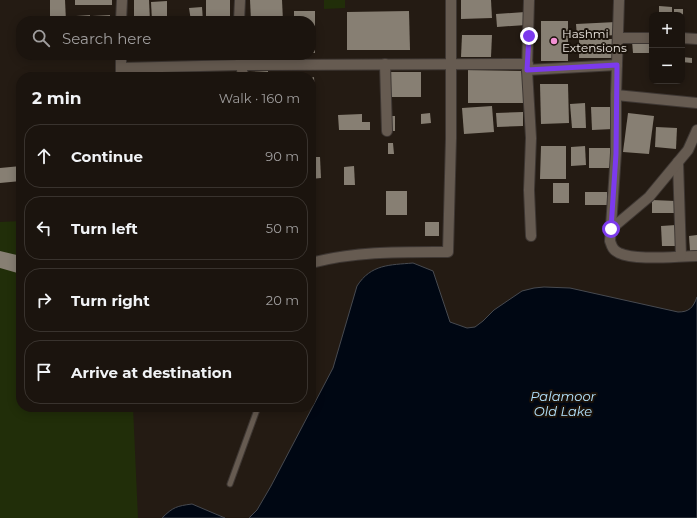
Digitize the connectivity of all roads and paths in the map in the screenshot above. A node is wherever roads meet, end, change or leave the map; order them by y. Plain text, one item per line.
1 (122, 0) edge
2 (240, 0) edge
3 (451, 0) edge
4 (529, 0) edge
5 (618, 0) edge
6 (122, 16) edge
7 (239, 16) edge
8 (618, 38) junction
9 (649, 38) edge
10 (685, 38) edge
11 (697, 39) edge
12 (121, 60) edge
13 (240, 60) edge
14 (385, 64) junction
15 (450, 64) junction
16 (617, 65) junction
17 (528, 67) junction
18 (121, 72) edge
19 (242, 72) edge
20 (616, 95) junction
21 (697, 103) edge
22 (697, 130) edge
23 (387, 131) dead end
24 (678, 162) junction
25 (611, 229) junction
26 (531, 236) dead end
27 (681, 256) junction
28 (697, 256) edge
29 (316, 261) edge
30 (256, 412) edge
31 (230, 484) dead end

1 - 6 street
2 - 7 street
3 - 15 street
4 - 17 street
5 - 8 street
8 - 9 street
8 - 16 street
10 - 11 street
12 - 18 street
13 - 14 street
13 - 18 street
13 - 19 street
14 - 15 street
14 - 23 street
15 - 17 street
15 - 29 street
16 - 17 street
16 - 20 street
17 - 26 street
20 - 21 street
20 - 25 street
22 - 24 street
24 - 25 street
24 - 27 street
25 - 27 street
27 - 28 street
30 - 31 lane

Problem statement: Without the pictures, restate all the entries above exactly.

Task response:
Digitize the connectivity of all roads and paths in the map in the screenshot above. A node is wherever roads meet, end, change or leave the map; order them by y. Plain text, one item per line.
1 (122, 0) edge
2 (240, 0) edge
3 (451, 0) edge
4 (529, 0) edge
5 (618, 0) edge
6 (122, 16) edge
7 (239, 16) edge
8 (618, 38) junction
9 (649, 38) edge
10 (685, 38) edge
11 (697, 39) edge
12 (121, 60) edge
13 (240, 60) edge
14 (385, 64) junction
15 (450, 64) junction
16 (617, 65) junction
17 (528, 67) junction
18 (121, 72) edge
19 (242, 72) edge
20 (616, 95) junction
21 (697, 103) edge
22 (697, 130) edge
23 (387, 131) dead end
24 (678, 162) junction
25 (611, 229) junction
26 (531, 236) dead end
27 (681, 256) junction
28 (697, 256) edge
29 (316, 261) edge
30 (256, 412) edge
31 (230, 484) dead end

1 - 6 street
2 - 7 street
3 - 15 street
4 - 17 street
5 - 8 street
8 - 9 street
8 - 16 street
10 - 11 street
12 - 18 street
13 - 14 street
13 - 18 street
13 - 19 street
14 - 15 street
14 - 23 street
15 - 17 street
15 - 29 street
16 - 17 street
16 - 20 street
17 - 26 street
20 - 21 street
20 - 25 street
22 - 24 street
24 - 25 street
24 - 27 street
25 - 27 street
27 - 28 street
30 - 31 lane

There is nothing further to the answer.